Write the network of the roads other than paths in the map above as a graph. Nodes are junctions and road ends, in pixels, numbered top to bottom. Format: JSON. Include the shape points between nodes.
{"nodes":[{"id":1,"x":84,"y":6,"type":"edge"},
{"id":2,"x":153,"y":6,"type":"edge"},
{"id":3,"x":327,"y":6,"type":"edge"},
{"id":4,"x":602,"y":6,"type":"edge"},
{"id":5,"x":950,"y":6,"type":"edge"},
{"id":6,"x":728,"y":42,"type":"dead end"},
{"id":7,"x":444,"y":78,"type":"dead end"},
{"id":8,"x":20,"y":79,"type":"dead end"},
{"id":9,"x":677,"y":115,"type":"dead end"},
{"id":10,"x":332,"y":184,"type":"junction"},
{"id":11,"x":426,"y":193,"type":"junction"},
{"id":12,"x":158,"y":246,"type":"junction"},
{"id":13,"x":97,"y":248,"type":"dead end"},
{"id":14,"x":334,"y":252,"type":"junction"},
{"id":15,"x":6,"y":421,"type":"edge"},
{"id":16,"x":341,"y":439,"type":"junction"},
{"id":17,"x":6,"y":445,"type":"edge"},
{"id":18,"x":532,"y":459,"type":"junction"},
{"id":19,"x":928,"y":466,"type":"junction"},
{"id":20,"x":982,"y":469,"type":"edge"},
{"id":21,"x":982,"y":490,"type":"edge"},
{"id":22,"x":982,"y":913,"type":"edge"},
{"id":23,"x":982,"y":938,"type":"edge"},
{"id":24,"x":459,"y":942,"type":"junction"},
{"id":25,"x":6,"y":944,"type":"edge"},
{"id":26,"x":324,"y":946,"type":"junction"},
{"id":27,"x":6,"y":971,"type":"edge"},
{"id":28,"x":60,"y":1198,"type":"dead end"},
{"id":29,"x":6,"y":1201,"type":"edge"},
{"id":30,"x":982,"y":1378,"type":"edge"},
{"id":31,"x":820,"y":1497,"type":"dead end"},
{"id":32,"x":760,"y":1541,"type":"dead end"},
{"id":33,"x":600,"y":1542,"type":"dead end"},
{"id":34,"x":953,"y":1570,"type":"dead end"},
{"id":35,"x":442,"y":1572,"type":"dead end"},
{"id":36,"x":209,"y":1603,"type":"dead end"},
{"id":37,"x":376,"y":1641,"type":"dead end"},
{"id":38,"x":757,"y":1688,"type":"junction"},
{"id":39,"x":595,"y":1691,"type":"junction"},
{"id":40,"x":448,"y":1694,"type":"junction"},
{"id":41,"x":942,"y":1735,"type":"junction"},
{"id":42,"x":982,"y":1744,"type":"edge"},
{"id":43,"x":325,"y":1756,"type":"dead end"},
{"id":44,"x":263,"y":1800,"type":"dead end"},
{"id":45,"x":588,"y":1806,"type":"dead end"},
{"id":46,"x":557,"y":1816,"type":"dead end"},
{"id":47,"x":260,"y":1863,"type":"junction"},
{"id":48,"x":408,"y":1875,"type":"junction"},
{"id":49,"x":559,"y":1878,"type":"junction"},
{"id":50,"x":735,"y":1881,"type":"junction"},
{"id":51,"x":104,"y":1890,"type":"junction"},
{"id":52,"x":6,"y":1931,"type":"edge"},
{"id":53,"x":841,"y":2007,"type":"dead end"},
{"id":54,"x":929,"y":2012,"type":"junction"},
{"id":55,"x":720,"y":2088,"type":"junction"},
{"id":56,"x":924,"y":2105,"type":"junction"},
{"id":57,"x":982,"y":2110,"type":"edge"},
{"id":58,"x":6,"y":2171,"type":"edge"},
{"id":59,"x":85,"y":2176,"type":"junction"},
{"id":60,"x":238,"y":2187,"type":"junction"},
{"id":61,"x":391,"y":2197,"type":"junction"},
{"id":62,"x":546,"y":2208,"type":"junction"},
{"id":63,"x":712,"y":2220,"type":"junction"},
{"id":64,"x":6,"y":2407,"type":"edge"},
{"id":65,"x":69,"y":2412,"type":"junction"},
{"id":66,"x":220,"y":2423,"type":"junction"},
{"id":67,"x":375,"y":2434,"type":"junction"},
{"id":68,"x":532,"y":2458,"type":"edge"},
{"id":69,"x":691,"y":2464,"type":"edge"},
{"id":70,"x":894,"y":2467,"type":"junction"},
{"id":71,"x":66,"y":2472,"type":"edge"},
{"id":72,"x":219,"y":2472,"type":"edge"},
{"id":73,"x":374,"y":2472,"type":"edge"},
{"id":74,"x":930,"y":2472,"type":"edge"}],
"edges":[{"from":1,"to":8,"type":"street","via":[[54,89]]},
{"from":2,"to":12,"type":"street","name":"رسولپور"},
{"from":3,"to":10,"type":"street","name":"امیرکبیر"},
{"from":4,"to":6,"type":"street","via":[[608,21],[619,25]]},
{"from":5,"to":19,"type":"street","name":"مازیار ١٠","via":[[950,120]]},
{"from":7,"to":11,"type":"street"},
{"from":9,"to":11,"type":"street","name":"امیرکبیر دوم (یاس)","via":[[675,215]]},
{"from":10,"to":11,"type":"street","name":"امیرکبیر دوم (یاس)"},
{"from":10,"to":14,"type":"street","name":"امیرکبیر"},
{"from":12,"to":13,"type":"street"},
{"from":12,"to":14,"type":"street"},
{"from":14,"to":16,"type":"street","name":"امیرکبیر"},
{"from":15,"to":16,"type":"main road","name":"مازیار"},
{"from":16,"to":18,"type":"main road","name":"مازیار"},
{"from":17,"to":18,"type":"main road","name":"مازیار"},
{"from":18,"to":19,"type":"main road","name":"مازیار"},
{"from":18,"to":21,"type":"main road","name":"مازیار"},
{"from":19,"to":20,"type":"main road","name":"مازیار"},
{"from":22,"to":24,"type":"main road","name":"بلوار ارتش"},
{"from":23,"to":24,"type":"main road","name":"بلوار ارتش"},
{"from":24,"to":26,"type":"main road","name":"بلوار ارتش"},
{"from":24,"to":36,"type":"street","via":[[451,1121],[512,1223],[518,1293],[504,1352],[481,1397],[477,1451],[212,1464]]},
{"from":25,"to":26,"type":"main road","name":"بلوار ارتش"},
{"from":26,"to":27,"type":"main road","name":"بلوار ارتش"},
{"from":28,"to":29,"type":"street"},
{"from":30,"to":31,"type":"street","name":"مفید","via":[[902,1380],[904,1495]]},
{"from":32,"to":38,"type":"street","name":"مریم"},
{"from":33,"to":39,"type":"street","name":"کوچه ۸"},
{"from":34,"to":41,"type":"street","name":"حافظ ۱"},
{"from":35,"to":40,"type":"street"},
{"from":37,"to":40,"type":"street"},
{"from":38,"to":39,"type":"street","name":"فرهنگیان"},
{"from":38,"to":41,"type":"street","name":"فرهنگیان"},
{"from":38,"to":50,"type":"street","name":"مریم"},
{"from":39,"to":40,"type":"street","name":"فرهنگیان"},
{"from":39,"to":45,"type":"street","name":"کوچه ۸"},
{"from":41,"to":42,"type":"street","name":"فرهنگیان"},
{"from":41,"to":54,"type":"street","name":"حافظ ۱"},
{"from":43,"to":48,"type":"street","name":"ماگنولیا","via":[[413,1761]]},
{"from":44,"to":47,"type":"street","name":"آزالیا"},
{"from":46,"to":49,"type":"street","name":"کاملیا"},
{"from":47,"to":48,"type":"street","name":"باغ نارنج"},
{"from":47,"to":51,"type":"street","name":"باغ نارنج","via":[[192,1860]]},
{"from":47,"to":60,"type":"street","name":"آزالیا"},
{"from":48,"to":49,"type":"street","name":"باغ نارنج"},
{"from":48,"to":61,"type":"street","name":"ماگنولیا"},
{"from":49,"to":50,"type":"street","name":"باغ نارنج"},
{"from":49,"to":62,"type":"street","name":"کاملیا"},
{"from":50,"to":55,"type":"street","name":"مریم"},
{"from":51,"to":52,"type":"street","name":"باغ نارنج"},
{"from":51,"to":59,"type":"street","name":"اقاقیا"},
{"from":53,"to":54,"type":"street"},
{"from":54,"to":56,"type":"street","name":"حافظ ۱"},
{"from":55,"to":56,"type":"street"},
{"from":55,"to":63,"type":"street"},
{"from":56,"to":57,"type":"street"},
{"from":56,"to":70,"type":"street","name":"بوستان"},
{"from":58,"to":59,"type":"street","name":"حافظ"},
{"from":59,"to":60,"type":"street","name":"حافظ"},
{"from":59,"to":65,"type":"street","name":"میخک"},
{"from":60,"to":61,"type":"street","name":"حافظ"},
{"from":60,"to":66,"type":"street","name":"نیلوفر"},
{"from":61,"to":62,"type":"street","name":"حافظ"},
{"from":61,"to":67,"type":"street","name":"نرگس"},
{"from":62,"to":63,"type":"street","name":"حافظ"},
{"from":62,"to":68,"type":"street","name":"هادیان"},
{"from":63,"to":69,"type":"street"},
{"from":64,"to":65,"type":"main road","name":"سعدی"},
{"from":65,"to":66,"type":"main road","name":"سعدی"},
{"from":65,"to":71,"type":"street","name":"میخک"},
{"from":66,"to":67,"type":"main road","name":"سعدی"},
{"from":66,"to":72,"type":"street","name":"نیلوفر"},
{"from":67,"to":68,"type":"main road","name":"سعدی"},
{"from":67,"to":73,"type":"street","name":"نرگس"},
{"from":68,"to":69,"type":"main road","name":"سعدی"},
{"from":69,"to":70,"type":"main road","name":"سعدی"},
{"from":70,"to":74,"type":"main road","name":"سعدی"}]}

____________

_PROMPT_
Count, in the records above, the lines that include "امیرکبیر", and give the number with nothing added.

_WORKED SOLUTION_
5